▶ Data:

☆ ☆ ☆

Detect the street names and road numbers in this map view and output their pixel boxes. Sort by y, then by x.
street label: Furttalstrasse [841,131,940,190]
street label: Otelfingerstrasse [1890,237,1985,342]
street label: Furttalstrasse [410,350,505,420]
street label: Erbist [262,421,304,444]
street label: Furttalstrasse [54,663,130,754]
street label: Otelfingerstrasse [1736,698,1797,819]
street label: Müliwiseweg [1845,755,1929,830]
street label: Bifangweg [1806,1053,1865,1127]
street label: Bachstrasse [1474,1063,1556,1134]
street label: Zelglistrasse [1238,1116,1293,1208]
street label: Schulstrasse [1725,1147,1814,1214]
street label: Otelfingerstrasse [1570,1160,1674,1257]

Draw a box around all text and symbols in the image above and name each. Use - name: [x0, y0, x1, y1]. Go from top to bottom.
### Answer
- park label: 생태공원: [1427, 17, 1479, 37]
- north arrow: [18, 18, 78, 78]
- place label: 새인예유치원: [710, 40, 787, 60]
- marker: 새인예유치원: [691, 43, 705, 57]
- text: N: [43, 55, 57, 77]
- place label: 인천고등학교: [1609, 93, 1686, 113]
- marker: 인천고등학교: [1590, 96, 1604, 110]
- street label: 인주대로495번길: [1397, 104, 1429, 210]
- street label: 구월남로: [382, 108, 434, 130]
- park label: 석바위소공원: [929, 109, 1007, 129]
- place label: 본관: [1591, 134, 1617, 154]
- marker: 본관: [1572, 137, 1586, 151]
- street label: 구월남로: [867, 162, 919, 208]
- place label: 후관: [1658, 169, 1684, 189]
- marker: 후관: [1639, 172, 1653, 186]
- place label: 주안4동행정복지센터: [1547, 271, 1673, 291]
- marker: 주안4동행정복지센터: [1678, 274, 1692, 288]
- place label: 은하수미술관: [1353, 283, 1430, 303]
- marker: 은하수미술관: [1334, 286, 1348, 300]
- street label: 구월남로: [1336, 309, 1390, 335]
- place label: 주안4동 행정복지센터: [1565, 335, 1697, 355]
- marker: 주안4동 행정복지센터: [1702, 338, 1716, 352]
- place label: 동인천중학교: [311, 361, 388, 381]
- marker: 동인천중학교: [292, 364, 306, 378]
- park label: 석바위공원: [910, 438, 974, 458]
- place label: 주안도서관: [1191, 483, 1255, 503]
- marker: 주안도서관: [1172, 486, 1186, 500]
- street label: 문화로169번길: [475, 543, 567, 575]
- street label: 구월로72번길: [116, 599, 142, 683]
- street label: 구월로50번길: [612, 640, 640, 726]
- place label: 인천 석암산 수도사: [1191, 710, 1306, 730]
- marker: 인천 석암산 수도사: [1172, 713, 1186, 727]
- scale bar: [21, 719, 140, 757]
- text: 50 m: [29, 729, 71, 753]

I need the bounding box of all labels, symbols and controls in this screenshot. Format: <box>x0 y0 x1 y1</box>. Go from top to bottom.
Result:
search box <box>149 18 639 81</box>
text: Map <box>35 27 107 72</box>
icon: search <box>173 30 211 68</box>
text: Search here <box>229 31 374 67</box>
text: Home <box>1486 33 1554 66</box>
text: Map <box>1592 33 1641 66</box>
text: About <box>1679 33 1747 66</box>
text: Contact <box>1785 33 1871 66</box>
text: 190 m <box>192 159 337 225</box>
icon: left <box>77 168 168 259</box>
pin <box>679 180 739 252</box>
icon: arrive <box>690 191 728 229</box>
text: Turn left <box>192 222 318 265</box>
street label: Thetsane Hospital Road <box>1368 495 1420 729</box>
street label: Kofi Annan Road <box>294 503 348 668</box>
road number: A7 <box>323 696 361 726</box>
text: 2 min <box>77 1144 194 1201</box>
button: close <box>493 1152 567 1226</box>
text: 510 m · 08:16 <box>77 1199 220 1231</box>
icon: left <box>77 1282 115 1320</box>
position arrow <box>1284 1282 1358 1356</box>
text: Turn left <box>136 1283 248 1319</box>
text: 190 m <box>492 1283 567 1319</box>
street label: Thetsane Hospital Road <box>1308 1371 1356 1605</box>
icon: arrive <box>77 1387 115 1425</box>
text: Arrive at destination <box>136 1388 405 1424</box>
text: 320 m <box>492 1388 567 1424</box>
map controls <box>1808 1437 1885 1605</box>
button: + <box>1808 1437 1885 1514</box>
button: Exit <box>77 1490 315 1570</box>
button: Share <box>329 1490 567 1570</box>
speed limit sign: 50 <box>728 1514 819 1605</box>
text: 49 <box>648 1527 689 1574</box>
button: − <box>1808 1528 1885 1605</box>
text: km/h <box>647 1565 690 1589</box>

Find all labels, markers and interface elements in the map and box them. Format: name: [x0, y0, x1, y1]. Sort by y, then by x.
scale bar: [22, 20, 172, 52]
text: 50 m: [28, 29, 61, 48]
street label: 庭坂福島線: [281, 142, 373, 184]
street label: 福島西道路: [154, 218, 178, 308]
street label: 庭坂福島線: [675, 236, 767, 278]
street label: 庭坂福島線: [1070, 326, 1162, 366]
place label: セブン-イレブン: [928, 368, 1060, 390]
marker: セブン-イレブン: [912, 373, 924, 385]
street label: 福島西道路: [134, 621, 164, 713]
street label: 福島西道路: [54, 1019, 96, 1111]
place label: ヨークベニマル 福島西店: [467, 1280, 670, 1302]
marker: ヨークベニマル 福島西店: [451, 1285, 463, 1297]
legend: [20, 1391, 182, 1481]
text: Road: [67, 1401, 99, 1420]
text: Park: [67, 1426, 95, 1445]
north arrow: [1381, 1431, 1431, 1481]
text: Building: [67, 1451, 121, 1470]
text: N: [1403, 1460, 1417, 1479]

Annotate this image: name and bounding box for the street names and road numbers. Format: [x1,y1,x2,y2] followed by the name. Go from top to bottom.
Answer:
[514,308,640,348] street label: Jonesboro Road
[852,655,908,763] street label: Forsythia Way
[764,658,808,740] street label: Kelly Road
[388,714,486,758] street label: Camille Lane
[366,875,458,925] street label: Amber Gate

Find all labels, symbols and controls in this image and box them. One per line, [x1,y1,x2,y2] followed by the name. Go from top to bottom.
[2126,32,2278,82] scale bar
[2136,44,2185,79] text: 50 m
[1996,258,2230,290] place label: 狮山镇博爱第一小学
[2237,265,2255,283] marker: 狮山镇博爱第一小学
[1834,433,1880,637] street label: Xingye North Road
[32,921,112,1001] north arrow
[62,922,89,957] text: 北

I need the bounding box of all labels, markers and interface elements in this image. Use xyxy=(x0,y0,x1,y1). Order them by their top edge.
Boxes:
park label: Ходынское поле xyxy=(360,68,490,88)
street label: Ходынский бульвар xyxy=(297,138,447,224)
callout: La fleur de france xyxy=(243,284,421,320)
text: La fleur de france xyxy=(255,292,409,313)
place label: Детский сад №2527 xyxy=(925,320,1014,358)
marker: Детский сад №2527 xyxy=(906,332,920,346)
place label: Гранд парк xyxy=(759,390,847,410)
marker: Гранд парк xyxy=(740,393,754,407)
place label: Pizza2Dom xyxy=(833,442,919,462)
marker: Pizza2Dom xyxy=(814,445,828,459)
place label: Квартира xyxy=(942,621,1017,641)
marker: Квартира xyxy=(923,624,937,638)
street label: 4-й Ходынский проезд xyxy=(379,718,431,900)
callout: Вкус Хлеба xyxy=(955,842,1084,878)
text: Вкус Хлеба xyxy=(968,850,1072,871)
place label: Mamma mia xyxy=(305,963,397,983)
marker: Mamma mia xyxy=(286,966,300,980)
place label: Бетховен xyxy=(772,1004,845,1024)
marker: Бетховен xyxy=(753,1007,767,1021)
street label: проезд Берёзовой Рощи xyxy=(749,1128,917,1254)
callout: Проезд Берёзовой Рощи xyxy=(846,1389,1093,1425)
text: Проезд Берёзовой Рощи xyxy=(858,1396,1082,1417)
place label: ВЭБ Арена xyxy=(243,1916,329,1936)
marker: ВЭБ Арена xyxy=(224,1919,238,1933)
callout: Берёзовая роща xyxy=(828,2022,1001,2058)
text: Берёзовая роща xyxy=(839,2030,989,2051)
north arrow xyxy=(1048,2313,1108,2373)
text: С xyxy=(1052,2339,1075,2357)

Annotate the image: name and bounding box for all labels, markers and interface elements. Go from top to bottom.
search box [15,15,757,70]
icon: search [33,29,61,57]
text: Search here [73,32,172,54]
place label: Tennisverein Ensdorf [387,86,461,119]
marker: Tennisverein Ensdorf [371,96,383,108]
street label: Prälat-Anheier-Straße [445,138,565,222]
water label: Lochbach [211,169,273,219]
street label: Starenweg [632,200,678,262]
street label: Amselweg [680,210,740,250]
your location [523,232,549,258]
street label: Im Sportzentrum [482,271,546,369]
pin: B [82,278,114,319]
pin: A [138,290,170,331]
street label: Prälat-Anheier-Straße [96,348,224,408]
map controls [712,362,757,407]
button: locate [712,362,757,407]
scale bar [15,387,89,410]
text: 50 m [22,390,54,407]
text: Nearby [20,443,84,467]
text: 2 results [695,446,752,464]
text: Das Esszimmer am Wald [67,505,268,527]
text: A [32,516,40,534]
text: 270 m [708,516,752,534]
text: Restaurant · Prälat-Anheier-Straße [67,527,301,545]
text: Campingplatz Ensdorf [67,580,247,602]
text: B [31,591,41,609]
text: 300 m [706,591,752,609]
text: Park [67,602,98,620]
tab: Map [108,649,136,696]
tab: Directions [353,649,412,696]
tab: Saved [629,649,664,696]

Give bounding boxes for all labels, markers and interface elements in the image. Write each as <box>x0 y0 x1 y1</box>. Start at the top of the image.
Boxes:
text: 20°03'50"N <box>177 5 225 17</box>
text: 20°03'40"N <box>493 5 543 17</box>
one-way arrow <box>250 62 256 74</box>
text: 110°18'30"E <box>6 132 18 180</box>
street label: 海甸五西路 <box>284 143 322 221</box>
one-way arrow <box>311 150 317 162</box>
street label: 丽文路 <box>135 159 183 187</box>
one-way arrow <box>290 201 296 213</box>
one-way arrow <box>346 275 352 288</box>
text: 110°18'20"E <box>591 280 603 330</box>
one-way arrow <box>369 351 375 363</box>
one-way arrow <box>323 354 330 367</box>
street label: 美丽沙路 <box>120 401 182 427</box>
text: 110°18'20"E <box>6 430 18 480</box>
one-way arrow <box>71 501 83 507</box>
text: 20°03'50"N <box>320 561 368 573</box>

☆ ☆ ☆

▶ Exercise description: Look in the material above for the line with "Annotate the image: name" and the line with "Give bounding boxes", and transcribe exactly those lines and all lines between them, nothing more.

▶ Exercise output:
Annotate the image: name and bounding box for all labels, markers and interface elements. Go from top to bottom.
search box [15,15,757,70]
icon: search [33,29,61,57]
text: Search here [73,32,172,54]
place label: Tennisverein Ensdorf [387,86,461,119]
marker: Tennisverein Ensdorf [371,96,383,108]
street label: Prälat-Anheier-Straße [445,138,565,222]
water label: Lochbach [211,169,273,219]
street label: Starenweg [632,200,678,262]
street label: Amselweg [680,210,740,250]
your location [523,232,549,258]
street label: Im Sportzentrum [482,271,546,369]
pin: B [82,278,114,319]
pin: A [138,290,170,331]
street label: Prälat-Anheier-Straße [96,348,224,408]
map controls [712,362,757,407]
button: locate [712,362,757,407]
scale bar [15,387,89,410]
text: 50 m [22,390,54,407]
text: Nearby [20,443,84,467]
text: 2 results [695,446,752,464]
text: Das Esszimmer am Wald [67,505,268,527]
text: A [32,516,40,534]
text: 270 m [708,516,752,534]
text: Restaurant · Prälat-Anheier-Straße [67,527,301,545]
text: Campingplatz Ensdorf [67,580,247,602]
text: B [31,591,41,609]
text: 300 m [706,591,752,609]
text: Park [67,602,98,620]
tab: Map [108,649,136,696]
tab: Directions [353,649,412,696]
tab: Saved [629,649,664,696]

Give bounding boxes for all labels, markers and interface elements in the image. Write each as <box>x0 y0 x1 y1</box>. Start at the top of the image.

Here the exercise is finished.